By letting go of the need to have all of the story narrated in the realistic voice, we hang loosely onto the storyline and then detach, like a kite being given more length of string, flying high above, sometimes so high we no longer recognise where we are, before being pulled back to ground.
I managed to stay with the narrative until Beeta’s metamorphosis around page 178, where I felt my mind spinning, trying to stay with it, wondering what was happening. I almost felt defeated, and then arrived that wonderful moment of clarification, when without giving anything away, the father is forced by the dictatorship to write a statement, and as readers we are given insight into the reality we have been protected from and how the imagination has carried us through it. And though we might question what was real and what wasn’t, it no longer matters, because we have been made to understand why. As if the universe is making a point here, this realisation ironically appears on page 222.
Dad wrote everything again. This time he cut out all the parts he had realized were incomprehensible to their stale minds, and embellished here and there to make it thoroughly believable.

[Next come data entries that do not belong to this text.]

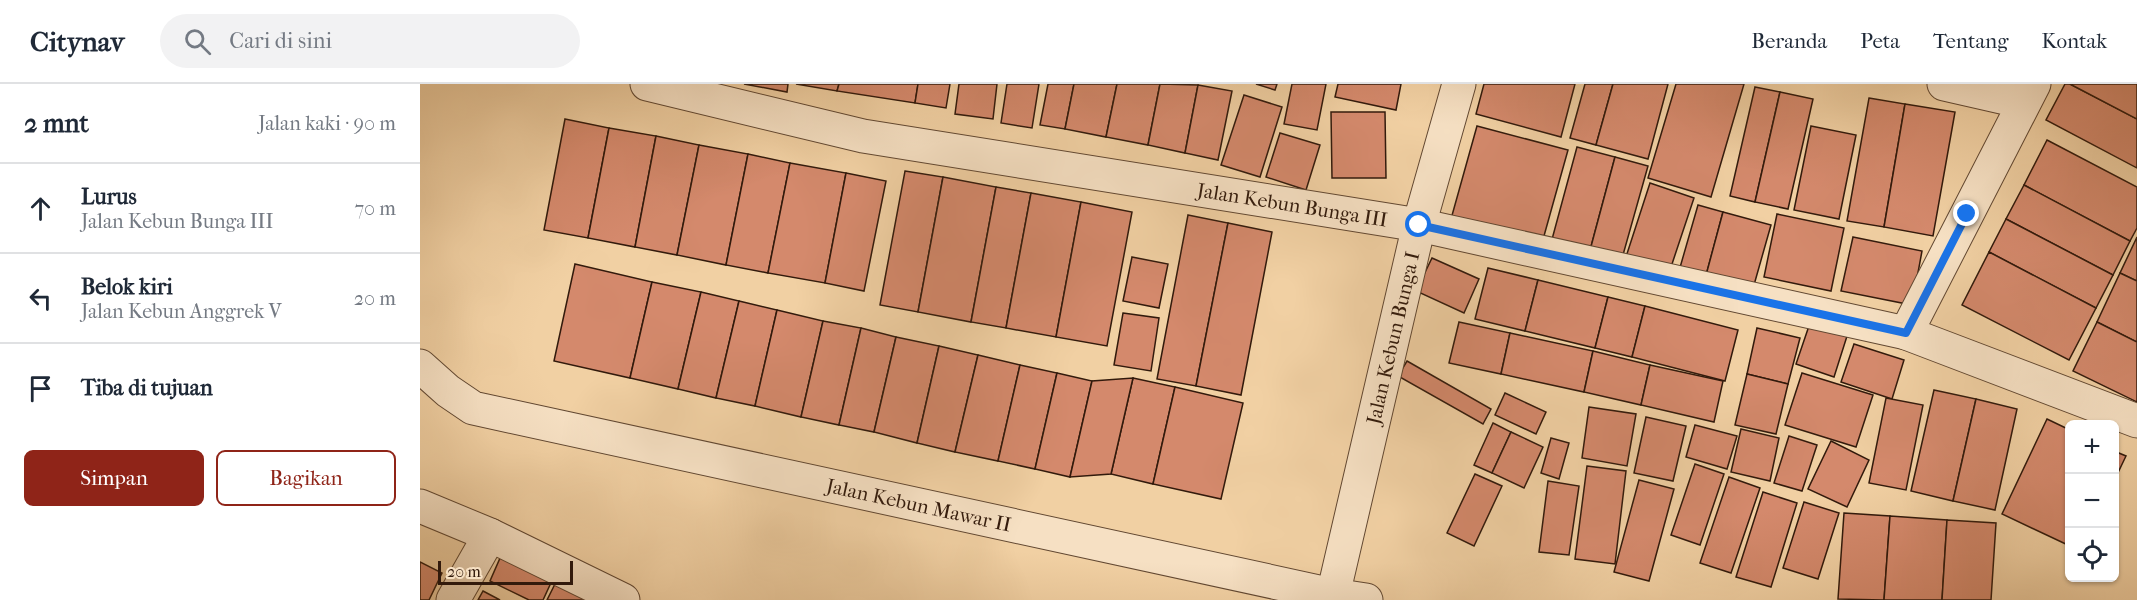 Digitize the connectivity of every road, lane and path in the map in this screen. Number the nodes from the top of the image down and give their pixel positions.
1 (1459, 84) edge
2 (1944, 84) edge
3 (663, 86) edge
4 (2029, 93) edge
5 (1419, 225) junction
6 (1906, 333) junction
7 (420, 366) edge
8 (2137, 421) edge
9 (420, 506) edge
10 (490, 535) junction
11 (1333, 595) junction
12 (453, 600) edge
13 (624, 600) edge
14 (1365, 600) edge

1 - 5 street, Jalan Kebun Bunga I
2 - 4 street
3 - 5 street, Jalan Kebun Bunga III
4 - 6 street
5 - 6 street, Jalan Kebun Bunga III
5 - 11 street, Jalan Kebun Bunga I
6 - 8 street, Jalan Kebun Bunga III
7 - 11 street, Jalan Kebun Mawar II
9 - 10 street
10 - 12 street
10 - 13 street
11 - 14 street, Jalan Kebun Mawar II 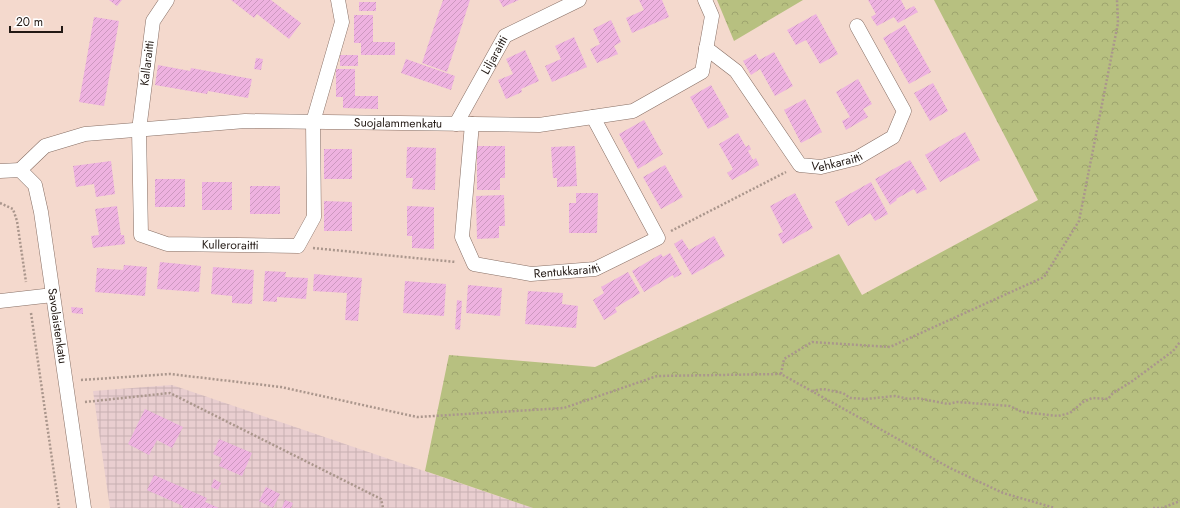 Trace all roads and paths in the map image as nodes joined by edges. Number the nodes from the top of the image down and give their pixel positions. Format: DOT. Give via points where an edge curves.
graph roads {
  1 [pos="167,0"];
  2 [pos="338,0"];
  3 [pos="578,0"];
  4 [pos="704,0"];
  5 [pos="1117,0"];
  6 [pos="857,26"];
  7 [pos="706,48"];
  8 [pos="593,117"];
  9 [pos="313,122"];
  10 [pos="456,124"];
  11 [pos="472,124"];
  12 [pos="139,130"];
  13 [pos="800,165"];
  14 [pos="20,170"];
  15 [pos="0,171"];
  16 [pos="0,203"];
  17 [pos="658,238"];
  18 [pos="298,246"];
  19 [pos="474,264"];
  20 [pos="53,295"];
  21 [pos="28,297"];
  22 [pos="0,301"];
  23 [pos="1180,342"];
  24 [pos="781,374"];
  25 [pos="66,381"];
  26 [pos="812,391"];
  27 [pos="70,404"];
  28 [pos="1180,501"];
  29 [pos="59,508"];
  30 [pos="84,508"];
  31 [pos="383,508"];
  32 [pos="1055,508"];
  33 [pos="1153,508"];
  1 -- 12 [label="street, Kallaraitti" via="153,20"];
  2 -- 9 [label="street" via="342,22"];
  3 -- 10 [label="street, Liljaraitti" via="505,36"];
  4 -- 7 [label="street, Suojalammenkatu" via="712,16"];
  5 -- 24 [label="path" via="1118,23 1079,220 1044,277 890,347 812,342 784,360"];
  6 -- 13 [label="street, Vehkaraitti" via="904,111 894,137 857,158 821,167"];
  7 -- 8 [label="street, Suojalammenkatu" via="702,72 632,111"];
  7 -- 13 [label="street, Vehkaraitti" via="736,71"];
  8 -- 11 [label="street, Suojalammenkatu" via="539,125"];
  8 -- 17 [label="street"];
  9 -- 10 [label="street, Suojalammenkatu"];
  9 -- 12 [label="street, Suojalammenkatu" via="244,122"];
  9 -- 18 [label="street" via="314,217"];
  10 -- 11 [label="street, Suojalammenkatu"];
  11 -- 19 [label="street" via="462,237"];
  12 -- 14 [label="street, Suojalammenkatu" via="85,134 45,146"];
  12 -- 18 [label="street, Kulleroraitti" via="140,235 167,244"];
  13 -- 17 [label="path"];
  14 -- 15 [label="street"];
  14 -- 20 [label="street, Savolaistenkatu" via="35,185"];
  16 -- 21 [label="path" via="13,209 17,221"];
  17 -- 19 [label="street, Rentukkaraitti" via="595,269 532,274"];
  18 -- 19 [label="path"];
  20 -- 21 [label="street"];
  20 -- 25 [label="street, Savolaistenkatu"];
  21 -- 22 [label="street"];
  21 -- 29 [label="path"];
  23 -- 26 [label="path" via="1173,351 1108,399 1092,398 1082,402 1070,413 1058,416 1022,412 1010,406 957,402 948,404 895,396 850,398 823,389"];
  24 -- 25 [label="path" via="657,376 564,408 417,417 281,387 170,374"];
  24 -- 26 [label="path"];
  25 -- 27 [label="street, Savolaistenkatu"];
  26 -- 32 [label="path" via="950,468 1003,493"];
  27 -- 30 [label="street, Savolaistenkatu"];
  27 -- 31 [label="path" via="170,393 381,499"];
  28 -- 33 [label="path" via="1162,508"];
}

This made me very curious to understand more about the Persian style of storytelling, whether this was the author’s imagination or something that was inherent in the culture she came from. And this is one of the reasons I love reading translated fiction, because of the gift of this kind of insight into another culture’s storytelling and way of thinking, how they cope with the often harsh reality of life.
Asked in an interview with the LARB (LA Review of Books) about her use of magical realism, Azar said:
Magical realism comes from an old or ancient deep-seated insight. It is more than a literary style that you can learn at university or from the books. I did not learn it only by reading magic realism modern fictions, but I also learned from mythic texts, Persian classic texts, and my own people’s culture. People of old or ancient cultures sometimes seek the metaphysical solution for realistic problems. And it has nothing to do with superstition or religion. If you learn to look at these beliefs in the right way and deeply, you can find the roots of myths, and important and beautiful meanings in these beliefs.

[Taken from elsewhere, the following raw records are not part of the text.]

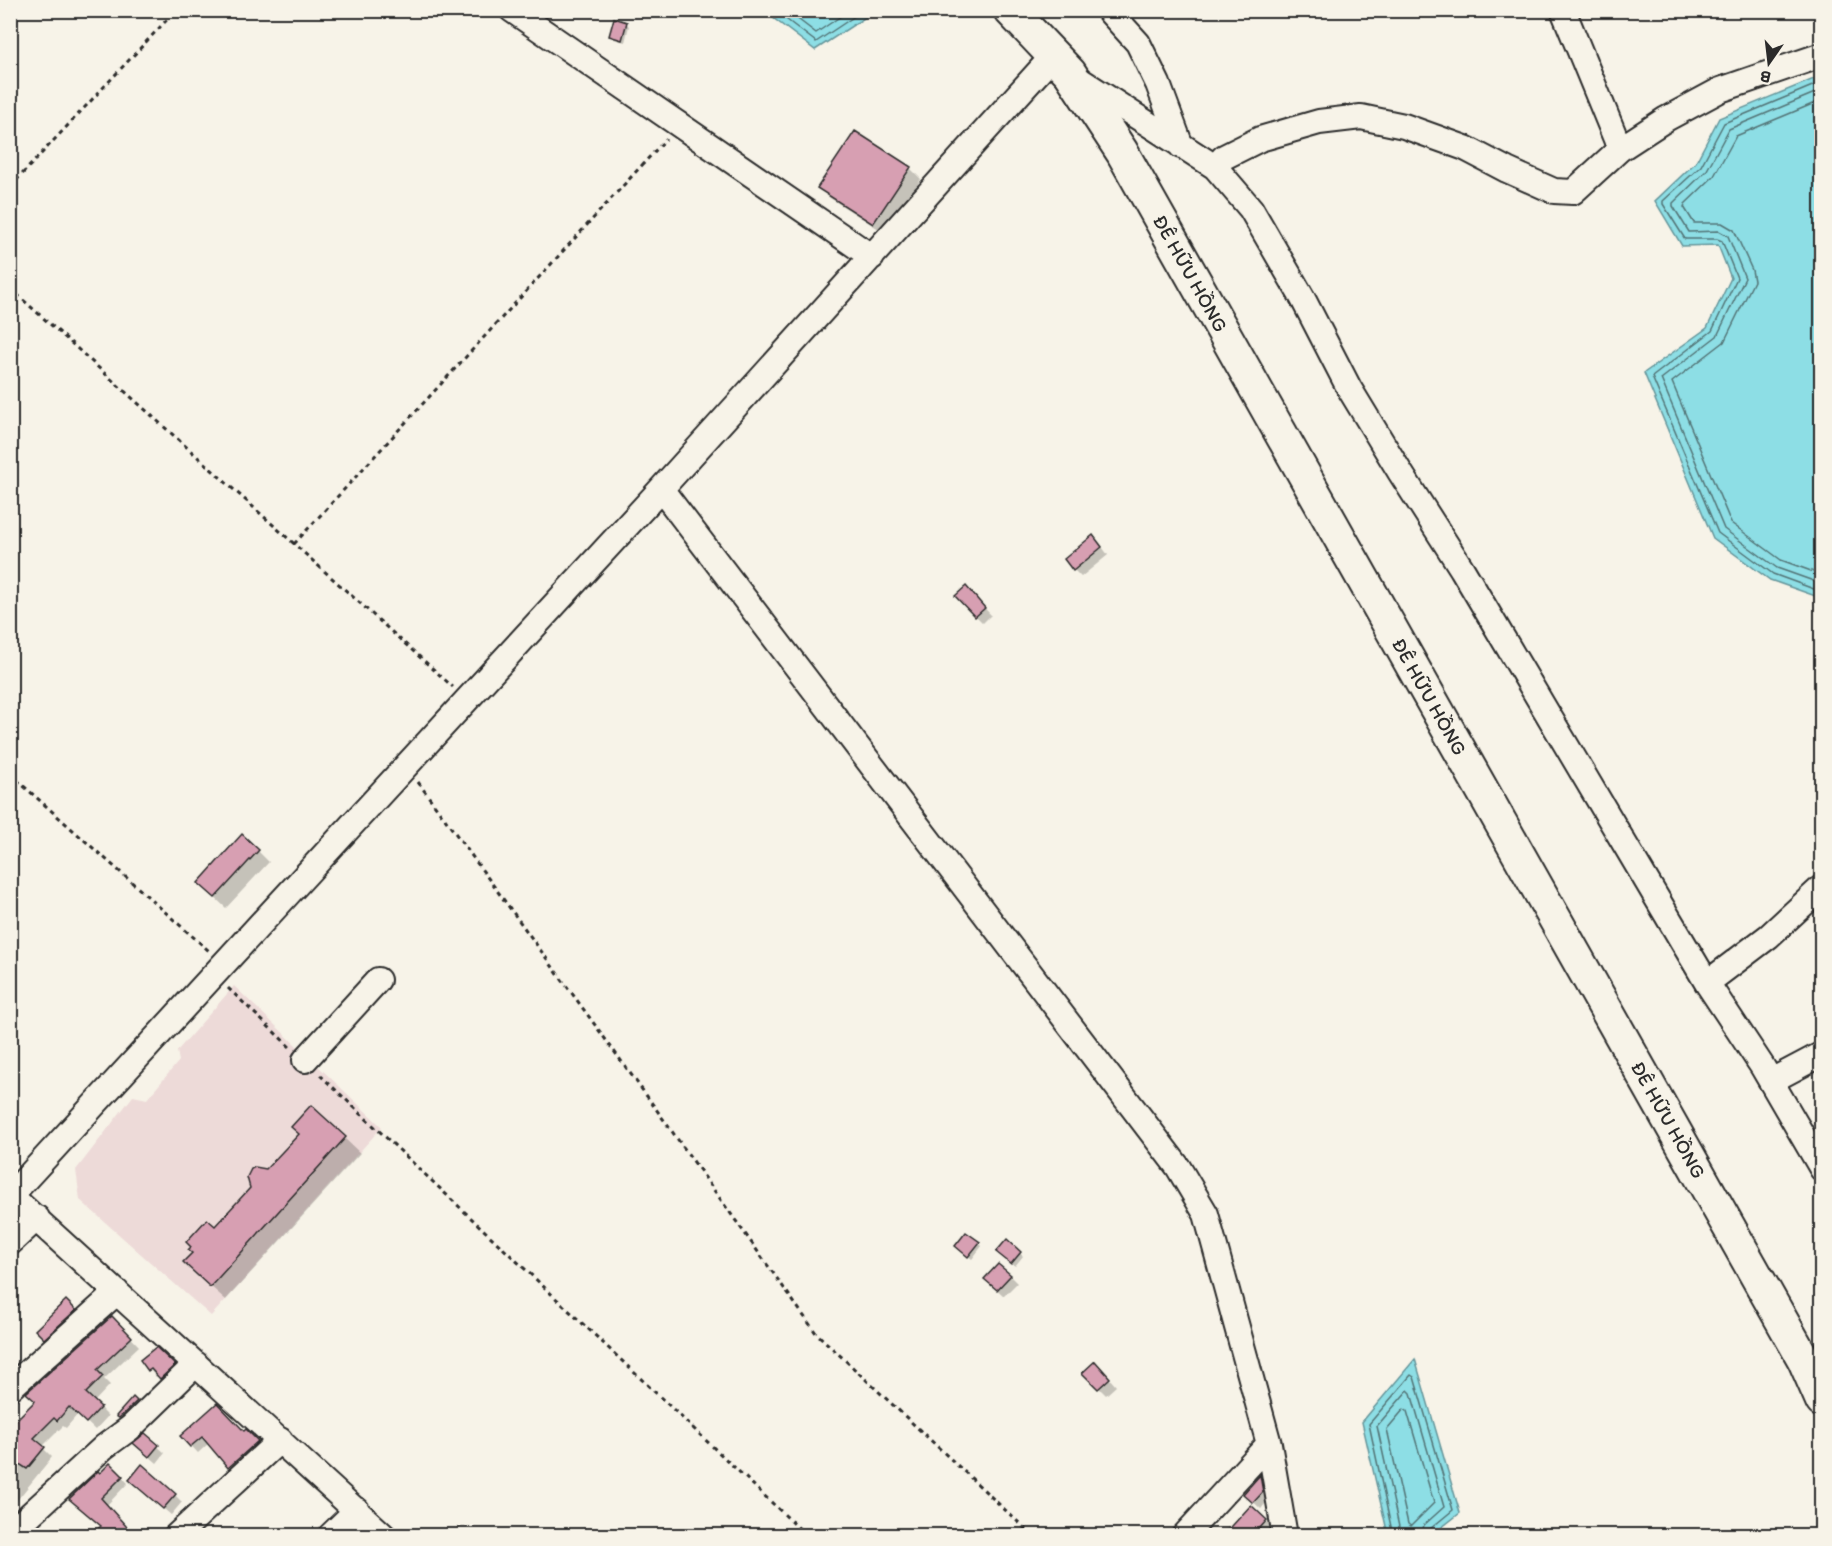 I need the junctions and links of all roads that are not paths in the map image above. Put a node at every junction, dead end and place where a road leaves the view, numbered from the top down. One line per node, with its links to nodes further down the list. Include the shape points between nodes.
1 (512, 10): 10 (street)
2 (1010, 10): 6 (main road, ĐÊ HỮU HỒNG)
3 (1108, 10): 7 (street, via 1138,43)
4 (1563, 10): 8 (street)
5 (1821, 55): 8 (street, via 1720,90 1666,118)
6 (1062, 64): 7 (street); 10 (street); 25 (main road, ĐÊ HỮU HỒNG, via 1133,171 1799,1350)
7 (1181, 146): 9 (street)
8 (1620, 149): 9 (street, via 1573,192 1554,192 1465,148 1404,126 1361,117 1319,122 1260,139 1224,157)
9 (1215, 167): 14 (street, via 1251,209 1349,388 1462,568)
10 (872, 257): 11 (street)
11 (662, 489): 19 (street); 27 (street, via 1178,1167 1206,1214)
12 (1821, 887): 14 (street, via 1769,936)
13 (378, 980): 16 (street)
14 (1707, 983): 17 (street)
15 (1821, 1054): 17 (street)
16 (305, 1060)
17 (1771, 1081): 18 (street)
18 (1821, 1169)
19 (11, 1195): 20 (street)
20 (37, 1218): 21 (street); 22 (street)
21 (10, 1243)
22 (117, 1292): 23 (street); 24 (street)
23 (196, 1364): 26 (street); 29 (street)
24 (10, 1388)
25 (1821, 1401)
26 (280, 1440): 28 (street); 30 (street)
27 (1269, 1444): 33 (street); 34 (street)
28 (357, 1510): 31 (street); 32 (street)
29 (10, 1533)
30 (177, 1536)
31 (330, 1536)
32 (384, 1536)
33 (1184, 1536)
34 (1285, 1536)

I highlighted many passages, too numerous to include, but leave you with this one:
Persian Greengage Plum Tree
I looked at the eyes of the ghosts sitting around the fire and at Beeta, and suddenly I realized that we dead are the sorrowful part of life, while the living are the joyful side of death. And yet, Beeta was not joyful and it was the sad side of life that she didn’t even know she should be joyful in life because there was nothing else she could do. I wanted to tell her this, but was afraid of bringing her damaged spirit down even further. Fortunately, she herself eventually spoke and said, “It seems that from among you, I am the more fortunate because nobody killed me. But I don’t feel happy at all.”
She looked at we who had died. The dead who had been the first to meet her in the world of the living outside Razan. An old man in the group responded, “This is because you don’t yet realize how beautiful, young, and healthy you are.” Beeta smiled and her cheeks reddened by the light of the fire in silent emotion; and all of us who were dead saw how good the smile looked on her. But as she recalled dark memories, her smile faded and she said, “But the man who loved me simply turned his back on me and married a young girl.” The middle-aged man said, “All the better! It means you were lovable enough but he wasn’t smart enough to realize it.”
This is one of those books that demands perseverance, for which we are warmly rewarded when we do so. I am pleased to read that she is at work on a second novel in a similar style asking the question:
Can true love exist in a religious dictatorship in which the body and love are censored? When you are not allowed to love your body and mind, can you truly be in love with another’s body and mind?
Further Reading:
Deep Into the Heart: An Interview With Shokoofeh Azar by Robert Wood, LARB
The Stella Interview: where she discusses the experiences that informed the novel, the writers that inspire her work and how writing is a means of resistance
Thank you to Daniela at Europa Editions for sending me a review copy.
I struggle with magical realism, being a prosaic sort of type. You’ve persuaded me that I’m missing out, but I sense this may not be the easiest place to start opening my mind.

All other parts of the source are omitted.